### Directions for this task
All of the data should be copied exactly, with the pictures left out.

*** Block opens ***

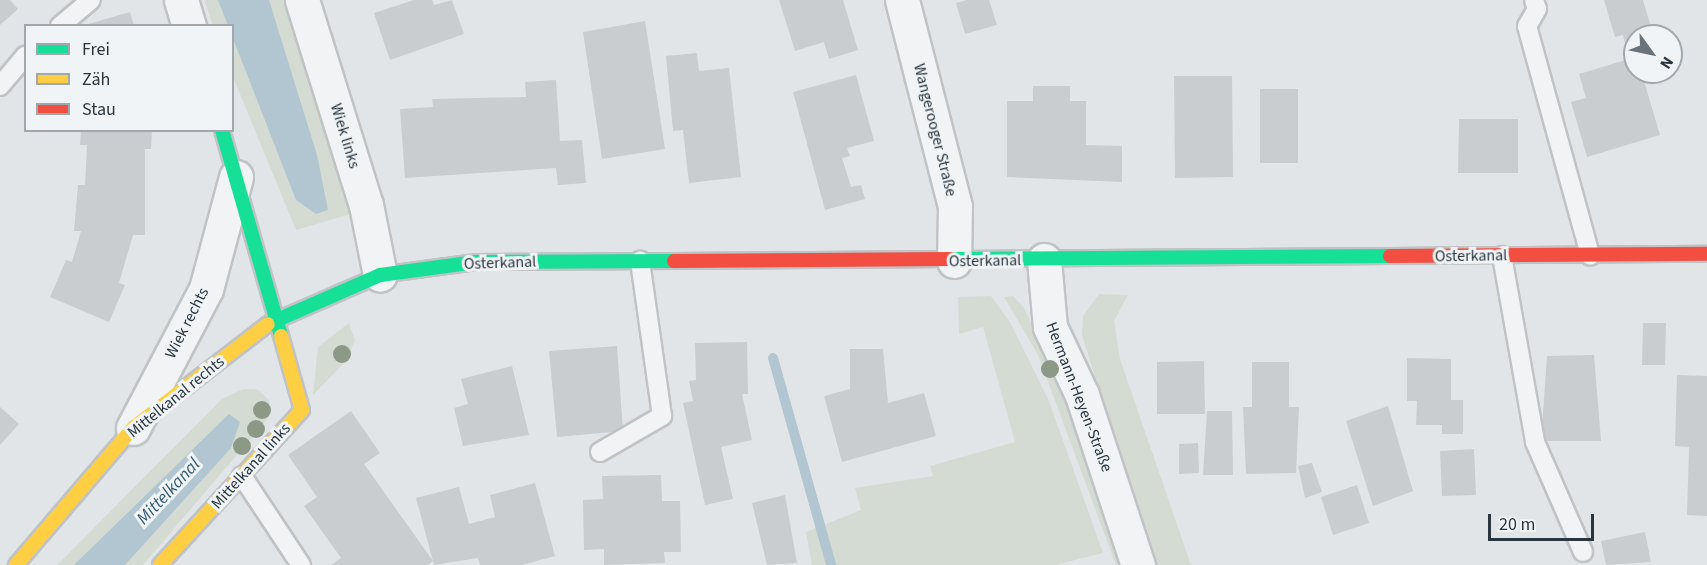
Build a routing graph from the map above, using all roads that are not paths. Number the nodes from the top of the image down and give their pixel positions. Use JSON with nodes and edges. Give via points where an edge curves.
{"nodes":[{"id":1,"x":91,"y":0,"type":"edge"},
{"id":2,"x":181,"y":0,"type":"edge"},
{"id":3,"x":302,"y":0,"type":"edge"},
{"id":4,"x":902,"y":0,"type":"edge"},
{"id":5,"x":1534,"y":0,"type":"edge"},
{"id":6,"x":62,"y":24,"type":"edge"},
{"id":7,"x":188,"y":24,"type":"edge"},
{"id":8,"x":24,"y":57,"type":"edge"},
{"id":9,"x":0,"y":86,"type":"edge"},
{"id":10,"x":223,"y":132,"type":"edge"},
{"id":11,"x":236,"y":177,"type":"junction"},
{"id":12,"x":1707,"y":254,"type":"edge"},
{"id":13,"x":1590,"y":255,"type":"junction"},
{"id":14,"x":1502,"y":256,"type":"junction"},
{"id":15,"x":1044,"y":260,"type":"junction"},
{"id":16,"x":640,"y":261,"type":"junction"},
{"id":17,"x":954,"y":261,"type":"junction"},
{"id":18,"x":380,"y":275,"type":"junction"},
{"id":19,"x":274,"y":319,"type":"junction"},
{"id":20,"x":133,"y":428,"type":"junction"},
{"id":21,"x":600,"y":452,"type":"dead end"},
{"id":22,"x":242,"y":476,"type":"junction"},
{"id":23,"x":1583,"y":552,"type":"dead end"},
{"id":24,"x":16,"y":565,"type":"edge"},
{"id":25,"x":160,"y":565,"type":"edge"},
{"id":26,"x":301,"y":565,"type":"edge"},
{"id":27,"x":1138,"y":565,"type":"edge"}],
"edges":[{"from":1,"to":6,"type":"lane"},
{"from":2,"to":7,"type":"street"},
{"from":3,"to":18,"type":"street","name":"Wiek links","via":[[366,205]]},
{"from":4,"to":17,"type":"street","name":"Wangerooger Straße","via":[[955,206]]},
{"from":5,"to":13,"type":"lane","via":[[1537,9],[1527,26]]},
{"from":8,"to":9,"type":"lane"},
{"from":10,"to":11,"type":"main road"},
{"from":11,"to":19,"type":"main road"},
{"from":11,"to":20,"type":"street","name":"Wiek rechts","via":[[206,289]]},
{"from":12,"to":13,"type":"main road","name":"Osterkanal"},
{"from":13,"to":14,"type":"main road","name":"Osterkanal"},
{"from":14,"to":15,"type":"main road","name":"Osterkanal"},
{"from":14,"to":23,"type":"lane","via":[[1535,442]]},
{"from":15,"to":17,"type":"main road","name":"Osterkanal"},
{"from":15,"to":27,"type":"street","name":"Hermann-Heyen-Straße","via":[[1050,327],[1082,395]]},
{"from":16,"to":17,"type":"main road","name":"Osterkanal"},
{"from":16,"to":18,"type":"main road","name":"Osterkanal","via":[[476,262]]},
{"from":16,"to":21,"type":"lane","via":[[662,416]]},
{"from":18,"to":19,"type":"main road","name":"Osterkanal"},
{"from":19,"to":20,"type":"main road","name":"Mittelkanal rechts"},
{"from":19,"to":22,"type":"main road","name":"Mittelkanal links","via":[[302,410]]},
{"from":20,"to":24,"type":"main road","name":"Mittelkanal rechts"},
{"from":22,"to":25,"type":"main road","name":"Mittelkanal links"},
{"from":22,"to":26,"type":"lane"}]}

*** Block closes ***

### Result of this task
Build a routing graph from the map above, using all roads that are not paths. Number the nodes from the top of the image down and give their pixel positions. Use JSON with nodes and edges. Give via points where an edge curves.
{"nodes":[{"id":1,"x":91,"y":0,"type":"edge"},
{"id":2,"x":181,"y":0,"type":"edge"},
{"id":3,"x":302,"y":0,"type":"edge"},
{"id":4,"x":902,"y":0,"type":"edge"},
{"id":5,"x":1534,"y":0,"type":"edge"},
{"id":6,"x":62,"y":24,"type":"edge"},
{"id":7,"x":188,"y":24,"type":"edge"},
{"id":8,"x":24,"y":57,"type":"edge"},
{"id":9,"x":0,"y":86,"type":"edge"},
{"id":10,"x":223,"y":132,"type":"edge"},
{"id":11,"x":236,"y":177,"type":"junction"},
{"id":12,"x":1707,"y":254,"type":"edge"},
{"id":13,"x":1590,"y":255,"type":"junction"},
{"id":14,"x":1502,"y":256,"type":"junction"},
{"id":15,"x":1044,"y":260,"type":"junction"},
{"id":16,"x":640,"y":261,"type":"junction"},
{"id":17,"x":954,"y":261,"type":"junction"},
{"id":18,"x":380,"y":275,"type":"junction"},
{"id":19,"x":274,"y":319,"type":"junction"},
{"id":20,"x":133,"y":428,"type":"junction"},
{"id":21,"x":600,"y":452,"type":"dead end"},
{"id":22,"x":242,"y":476,"type":"junction"},
{"id":23,"x":1583,"y":552,"type":"dead end"},
{"id":24,"x":16,"y":565,"type":"edge"},
{"id":25,"x":160,"y":565,"type":"edge"},
{"id":26,"x":301,"y":565,"type":"edge"},
{"id":27,"x":1138,"y":565,"type":"edge"}],
"edges":[{"from":1,"to":6,"type":"lane"},
{"from":2,"to":7,"type":"street"},
{"from":3,"to":18,"type":"street","name":"Wiek links","via":[[366,205]]},
{"from":4,"to":17,"type":"street","name":"Wangerooger Straße","via":[[955,206]]},
{"from":5,"to":13,"type":"lane","via":[[1537,9],[1527,26]]},
{"from":8,"to":9,"type":"lane"},
{"from":10,"to":11,"type":"main road"},
{"from":11,"to":19,"type":"main road"},
{"from":11,"to":20,"type":"street","name":"Wiek rechts","via":[[206,289]]},
{"from":12,"to":13,"type":"main road","name":"Osterkanal"},
{"from":13,"to":14,"type":"main road","name":"Osterkanal"},
{"from":14,"to":15,"type":"main road","name":"Osterkanal"},
{"from":14,"to":23,"type":"lane","via":[[1535,442]]},
{"from":15,"to":17,"type":"main road","name":"Osterkanal"},
{"from":15,"to":27,"type":"street","name":"Hermann-Heyen-Straße","via":[[1050,327],[1082,395]]},
{"from":16,"to":17,"type":"main road","name":"Osterkanal"},
{"from":16,"to":18,"type":"main road","name":"Osterkanal","via":[[476,262]]},
{"from":16,"to":21,"type":"lane","via":[[662,416]]},
{"from":18,"to":19,"type":"main road","name":"Osterkanal"},
{"from":19,"to":20,"type":"main road","name":"Mittelkanal rechts"},
{"from":19,"to":22,"type":"main road","name":"Mittelkanal links","via":[[302,410]]},
{"from":20,"to":24,"type":"main road","name":"Mittelkanal rechts"},
{"from":22,"to":25,"type":"main road","name":"Mittelkanal links"},
{"from":22,"to":26,"type":"lane"}]}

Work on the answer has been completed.